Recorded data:

= = = = =

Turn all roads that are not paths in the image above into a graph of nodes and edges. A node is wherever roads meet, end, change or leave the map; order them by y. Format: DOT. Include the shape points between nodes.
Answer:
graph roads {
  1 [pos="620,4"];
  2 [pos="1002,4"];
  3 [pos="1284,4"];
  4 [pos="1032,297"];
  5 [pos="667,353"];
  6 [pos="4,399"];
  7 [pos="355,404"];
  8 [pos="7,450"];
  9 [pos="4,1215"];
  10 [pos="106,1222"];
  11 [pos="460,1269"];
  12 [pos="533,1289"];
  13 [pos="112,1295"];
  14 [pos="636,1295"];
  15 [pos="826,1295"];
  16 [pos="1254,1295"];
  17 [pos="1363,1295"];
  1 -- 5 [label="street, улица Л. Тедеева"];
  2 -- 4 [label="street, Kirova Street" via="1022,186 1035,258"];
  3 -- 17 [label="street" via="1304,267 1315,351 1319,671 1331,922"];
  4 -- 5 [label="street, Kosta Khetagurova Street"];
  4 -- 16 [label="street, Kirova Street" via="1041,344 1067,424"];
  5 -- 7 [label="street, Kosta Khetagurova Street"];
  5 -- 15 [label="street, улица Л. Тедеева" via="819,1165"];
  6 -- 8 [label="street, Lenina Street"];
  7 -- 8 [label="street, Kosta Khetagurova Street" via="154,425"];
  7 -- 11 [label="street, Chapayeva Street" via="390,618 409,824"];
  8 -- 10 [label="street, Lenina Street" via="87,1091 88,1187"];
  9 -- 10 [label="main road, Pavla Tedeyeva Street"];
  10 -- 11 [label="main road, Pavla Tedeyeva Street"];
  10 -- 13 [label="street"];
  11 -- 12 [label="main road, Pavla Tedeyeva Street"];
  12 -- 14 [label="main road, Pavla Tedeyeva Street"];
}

= = = = =

◆ PROBLEM TO WORK ON
Make an exact transcription of the entries.

◆ EXERCISE RESULT
Turn all roads that are not paths in the image above into a graph of nodes and edges. A node is wherever roads meet, end, change or leave the map; order them by y. Format: DOT. Include the shape points between nodes.
Answer:
graph roads {
  1 [pos="620,4"];
  2 [pos="1002,4"];
  3 [pos="1284,4"];
  4 [pos="1032,297"];
  5 [pos="667,353"];
  6 [pos="4,399"];
  7 [pos="355,404"];
  8 [pos="7,450"];
  9 [pos="4,1215"];
  10 [pos="106,1222"];
  11 [pos="460,1269"];
  12 [pos="533,1289"];
  13 [pos="112,1295"];
  14 [pos="636,1295"];
  15 [pos="826,1295"];
  16 [pos="1254,1295"];
  17 [pos="1363,1295"];
  1 -- 5 [label="street, улица Л. Тедеева"];
  2 -- 4 [label="street, Kirova Street" via="1022,186 1035,258"];
  3 -- 17 [label="street" via="1304,267 1315,351 1319,671 1331,922"];
  4 -- 5 [label="street, Kosta Khetagurova Street"];
  4 -- 16 [label="street, Kirova Street" via="1041,344 1067,424"];
  5 -- 7 [label="street, Kosta Khetagurova Street"];
  5 -- 15 [label="street, улица Л. Тедеева" via="819,1165"];
  6 -- 8 [label="street, Lenina Street"];
  7 -- 8 [label="street, Kosta Khetagurova Street" via="154,425"];
  7 -- 11 [label="street, Chapayeva Street" via="390,618 409,824"];
  8 -- 10 [label="street, Lenina Street" via="87,1091 88,1187"];
  9 -- 10 [label="main road, Pavla Tedeyeva Street"];
  10 -- 11 [label="main road, Pavla Tedeyeva Street"];
  10 -- 13 [label="street"];
  11 -- 12 [label="main road, Pavla Tedeyeva Street"];
  12 -- 14 [label="main road, Pavla Tedeyeva Street"];
}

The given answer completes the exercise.